Instructions to follow> Where the string "lane" appears in a line of the data, show that line.
================================
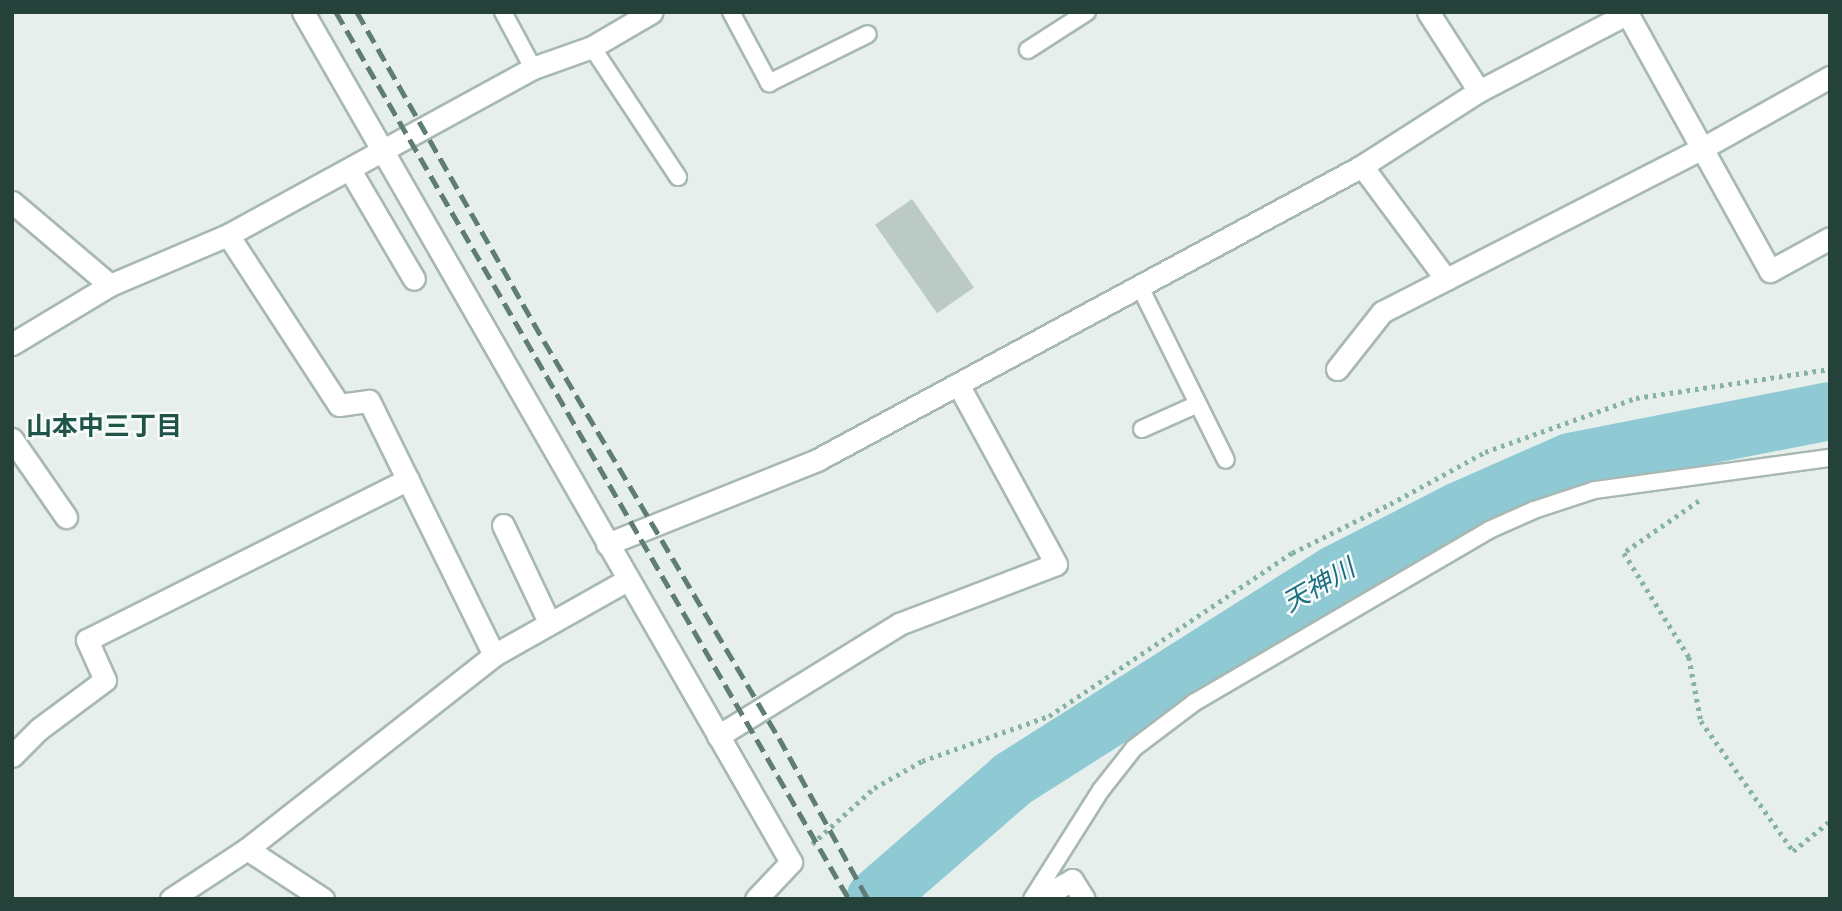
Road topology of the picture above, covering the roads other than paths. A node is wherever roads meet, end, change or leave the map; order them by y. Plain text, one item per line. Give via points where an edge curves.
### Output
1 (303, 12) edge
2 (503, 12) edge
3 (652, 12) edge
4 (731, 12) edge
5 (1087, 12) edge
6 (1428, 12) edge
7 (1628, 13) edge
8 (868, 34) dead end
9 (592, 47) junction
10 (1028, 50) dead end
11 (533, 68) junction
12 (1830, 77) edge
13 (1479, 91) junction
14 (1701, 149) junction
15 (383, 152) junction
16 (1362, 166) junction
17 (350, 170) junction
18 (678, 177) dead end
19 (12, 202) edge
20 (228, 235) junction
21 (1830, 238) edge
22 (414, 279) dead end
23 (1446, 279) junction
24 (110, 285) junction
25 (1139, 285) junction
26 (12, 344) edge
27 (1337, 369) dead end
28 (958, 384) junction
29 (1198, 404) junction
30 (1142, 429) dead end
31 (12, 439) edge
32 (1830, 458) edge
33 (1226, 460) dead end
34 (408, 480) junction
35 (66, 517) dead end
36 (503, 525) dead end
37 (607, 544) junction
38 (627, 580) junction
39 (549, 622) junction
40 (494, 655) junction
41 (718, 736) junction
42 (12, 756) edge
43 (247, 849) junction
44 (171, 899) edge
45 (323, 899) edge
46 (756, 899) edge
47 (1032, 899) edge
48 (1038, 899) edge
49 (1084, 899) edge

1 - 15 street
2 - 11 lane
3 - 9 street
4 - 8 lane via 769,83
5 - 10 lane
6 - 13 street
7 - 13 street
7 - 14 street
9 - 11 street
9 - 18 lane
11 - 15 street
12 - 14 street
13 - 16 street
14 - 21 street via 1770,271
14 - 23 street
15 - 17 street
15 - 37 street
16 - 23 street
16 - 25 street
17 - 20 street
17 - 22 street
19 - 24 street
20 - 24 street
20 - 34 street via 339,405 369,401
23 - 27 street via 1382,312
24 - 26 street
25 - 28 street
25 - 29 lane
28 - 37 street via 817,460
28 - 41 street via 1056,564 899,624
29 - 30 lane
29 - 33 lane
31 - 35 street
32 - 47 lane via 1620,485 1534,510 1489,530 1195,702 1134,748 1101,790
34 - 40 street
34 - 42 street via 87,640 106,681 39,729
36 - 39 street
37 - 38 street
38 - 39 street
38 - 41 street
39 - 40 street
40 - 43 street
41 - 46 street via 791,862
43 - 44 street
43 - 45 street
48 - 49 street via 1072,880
================================
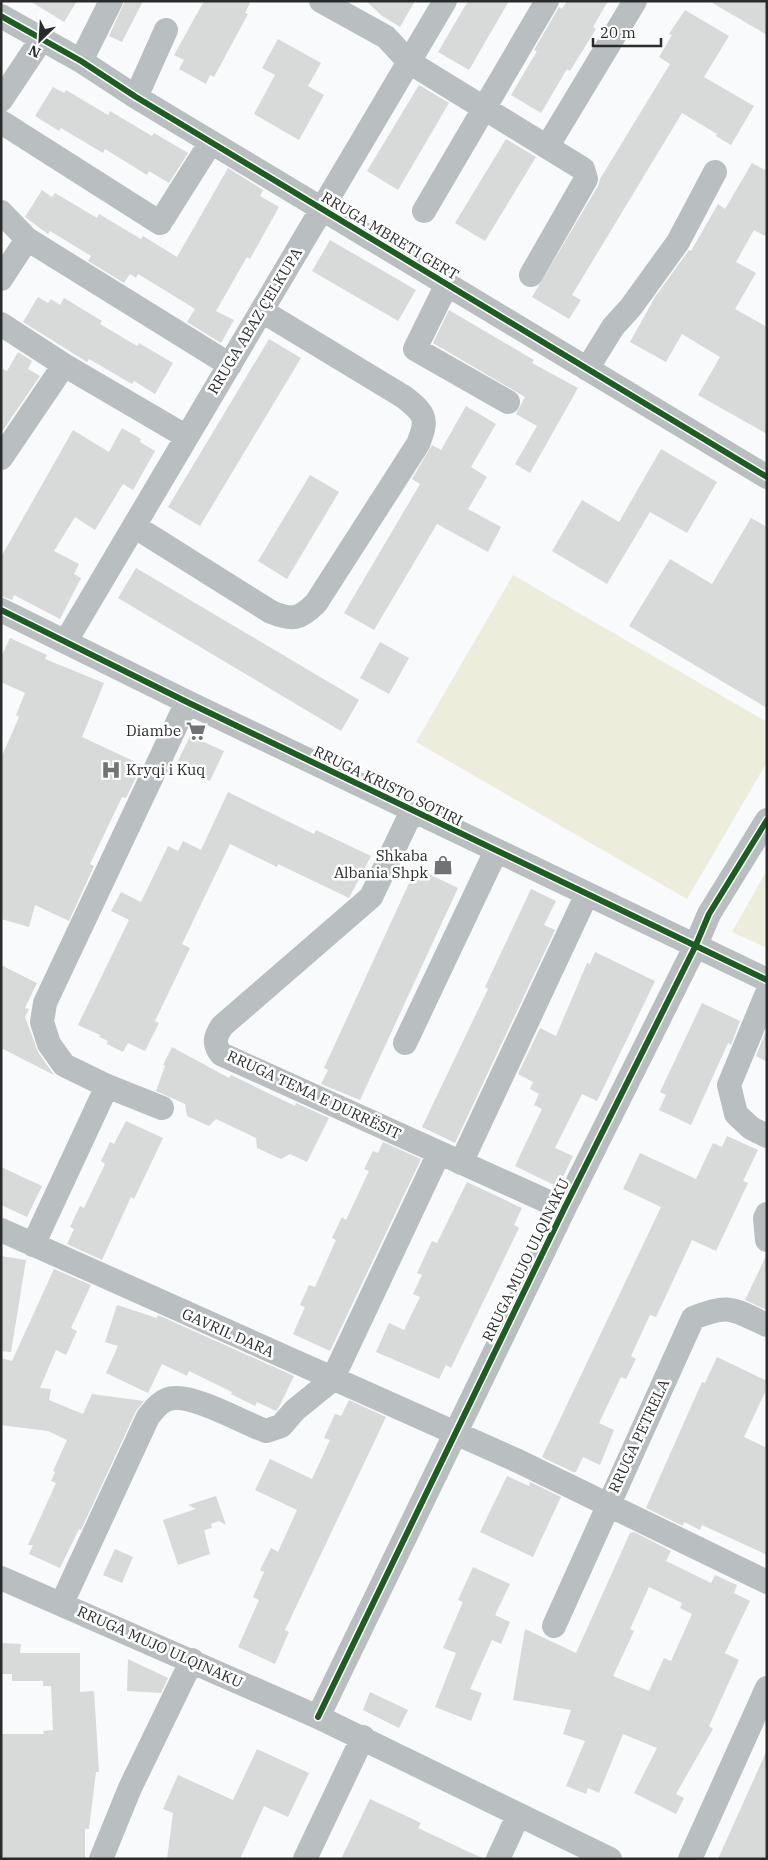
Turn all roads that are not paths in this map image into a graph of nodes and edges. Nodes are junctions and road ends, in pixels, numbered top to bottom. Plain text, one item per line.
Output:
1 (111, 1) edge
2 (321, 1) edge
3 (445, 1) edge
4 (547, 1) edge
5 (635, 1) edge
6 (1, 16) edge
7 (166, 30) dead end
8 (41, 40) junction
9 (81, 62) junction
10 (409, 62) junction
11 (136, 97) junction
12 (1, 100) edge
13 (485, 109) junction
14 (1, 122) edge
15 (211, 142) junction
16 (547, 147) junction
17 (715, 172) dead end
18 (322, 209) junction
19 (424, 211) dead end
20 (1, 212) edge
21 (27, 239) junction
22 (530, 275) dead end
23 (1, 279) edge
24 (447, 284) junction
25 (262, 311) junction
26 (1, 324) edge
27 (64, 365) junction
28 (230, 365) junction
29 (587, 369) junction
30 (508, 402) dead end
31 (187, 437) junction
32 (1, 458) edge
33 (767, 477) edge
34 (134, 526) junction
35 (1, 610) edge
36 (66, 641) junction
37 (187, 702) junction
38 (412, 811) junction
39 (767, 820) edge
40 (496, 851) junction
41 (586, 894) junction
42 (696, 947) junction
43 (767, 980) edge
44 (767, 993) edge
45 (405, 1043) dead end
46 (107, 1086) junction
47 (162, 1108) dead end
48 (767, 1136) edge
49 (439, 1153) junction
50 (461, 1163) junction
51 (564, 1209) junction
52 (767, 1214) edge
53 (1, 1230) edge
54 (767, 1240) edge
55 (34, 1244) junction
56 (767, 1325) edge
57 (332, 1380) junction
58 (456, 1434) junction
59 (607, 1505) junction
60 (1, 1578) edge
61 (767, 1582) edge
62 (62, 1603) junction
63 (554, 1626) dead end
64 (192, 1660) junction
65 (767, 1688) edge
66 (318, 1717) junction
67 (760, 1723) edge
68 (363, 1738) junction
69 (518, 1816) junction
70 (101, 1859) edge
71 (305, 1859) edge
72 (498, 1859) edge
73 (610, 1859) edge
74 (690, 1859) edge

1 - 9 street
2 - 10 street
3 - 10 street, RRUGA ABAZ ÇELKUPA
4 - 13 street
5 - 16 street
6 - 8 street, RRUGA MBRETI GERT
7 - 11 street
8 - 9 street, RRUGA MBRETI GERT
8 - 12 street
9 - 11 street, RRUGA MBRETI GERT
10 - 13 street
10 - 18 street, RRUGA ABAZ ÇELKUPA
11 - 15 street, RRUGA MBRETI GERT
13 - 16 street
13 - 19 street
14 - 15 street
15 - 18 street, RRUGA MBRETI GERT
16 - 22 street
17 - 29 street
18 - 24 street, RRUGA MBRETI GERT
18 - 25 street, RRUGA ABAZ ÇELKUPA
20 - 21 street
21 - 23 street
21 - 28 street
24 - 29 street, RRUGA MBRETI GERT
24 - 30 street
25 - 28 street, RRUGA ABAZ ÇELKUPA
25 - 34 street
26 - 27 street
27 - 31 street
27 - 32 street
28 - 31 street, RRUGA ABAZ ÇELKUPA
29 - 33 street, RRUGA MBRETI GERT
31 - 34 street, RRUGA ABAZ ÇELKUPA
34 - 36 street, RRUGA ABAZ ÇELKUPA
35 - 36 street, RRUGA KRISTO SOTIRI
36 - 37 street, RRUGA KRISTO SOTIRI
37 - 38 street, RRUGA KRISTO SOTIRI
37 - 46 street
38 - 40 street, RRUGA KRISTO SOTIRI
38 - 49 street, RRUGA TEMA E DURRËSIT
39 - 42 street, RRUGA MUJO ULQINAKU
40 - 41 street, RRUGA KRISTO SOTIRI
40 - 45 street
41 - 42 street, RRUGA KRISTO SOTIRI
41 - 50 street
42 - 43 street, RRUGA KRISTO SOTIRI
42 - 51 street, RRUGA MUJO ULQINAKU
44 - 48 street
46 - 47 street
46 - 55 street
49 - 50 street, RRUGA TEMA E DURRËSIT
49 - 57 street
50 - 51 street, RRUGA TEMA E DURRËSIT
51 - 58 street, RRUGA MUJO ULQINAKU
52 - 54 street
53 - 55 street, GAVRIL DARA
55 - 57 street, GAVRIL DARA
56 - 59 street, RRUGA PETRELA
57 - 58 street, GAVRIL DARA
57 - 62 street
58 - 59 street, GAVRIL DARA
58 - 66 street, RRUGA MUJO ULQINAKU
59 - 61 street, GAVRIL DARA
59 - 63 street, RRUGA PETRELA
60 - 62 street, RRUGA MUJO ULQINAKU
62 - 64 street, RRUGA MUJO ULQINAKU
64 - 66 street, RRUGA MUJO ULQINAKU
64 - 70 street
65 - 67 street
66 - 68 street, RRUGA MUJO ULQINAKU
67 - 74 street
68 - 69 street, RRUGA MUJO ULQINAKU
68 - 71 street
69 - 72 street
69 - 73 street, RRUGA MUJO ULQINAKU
================================
Exercise result>
2 - 11 lane
4 - 8 lane via 769,83
5 - 10 lane
9 - 18 lane
25 - 29 lane
29 - 30 lane
29 - 33 lane
32 - 47 lane via 1620,485 1534,510 1489,530 1195,702 1134,748 1101,790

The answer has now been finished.